▸ **PROVIDED MATERIAL**:

___

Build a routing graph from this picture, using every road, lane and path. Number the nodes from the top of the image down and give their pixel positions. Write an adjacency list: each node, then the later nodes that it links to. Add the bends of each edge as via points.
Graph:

___

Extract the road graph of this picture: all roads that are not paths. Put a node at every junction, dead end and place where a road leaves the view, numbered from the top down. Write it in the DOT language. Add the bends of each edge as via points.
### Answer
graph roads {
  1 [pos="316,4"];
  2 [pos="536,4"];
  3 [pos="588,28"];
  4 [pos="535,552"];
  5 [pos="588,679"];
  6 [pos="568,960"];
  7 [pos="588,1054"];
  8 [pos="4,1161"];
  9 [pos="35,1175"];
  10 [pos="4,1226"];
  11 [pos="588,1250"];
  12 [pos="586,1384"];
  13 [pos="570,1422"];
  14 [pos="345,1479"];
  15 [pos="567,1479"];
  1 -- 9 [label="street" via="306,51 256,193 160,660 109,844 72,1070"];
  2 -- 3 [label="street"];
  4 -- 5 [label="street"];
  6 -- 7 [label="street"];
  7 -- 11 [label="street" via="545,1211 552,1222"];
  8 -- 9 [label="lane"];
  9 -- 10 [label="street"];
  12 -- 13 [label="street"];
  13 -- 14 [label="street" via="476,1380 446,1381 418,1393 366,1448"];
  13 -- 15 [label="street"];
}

___

▸ **TASK TO COMPLETE**:
Please give the number of lines in the listing that include "each", with nothing else.

▸ **EXERCISE SOLUTION**:
2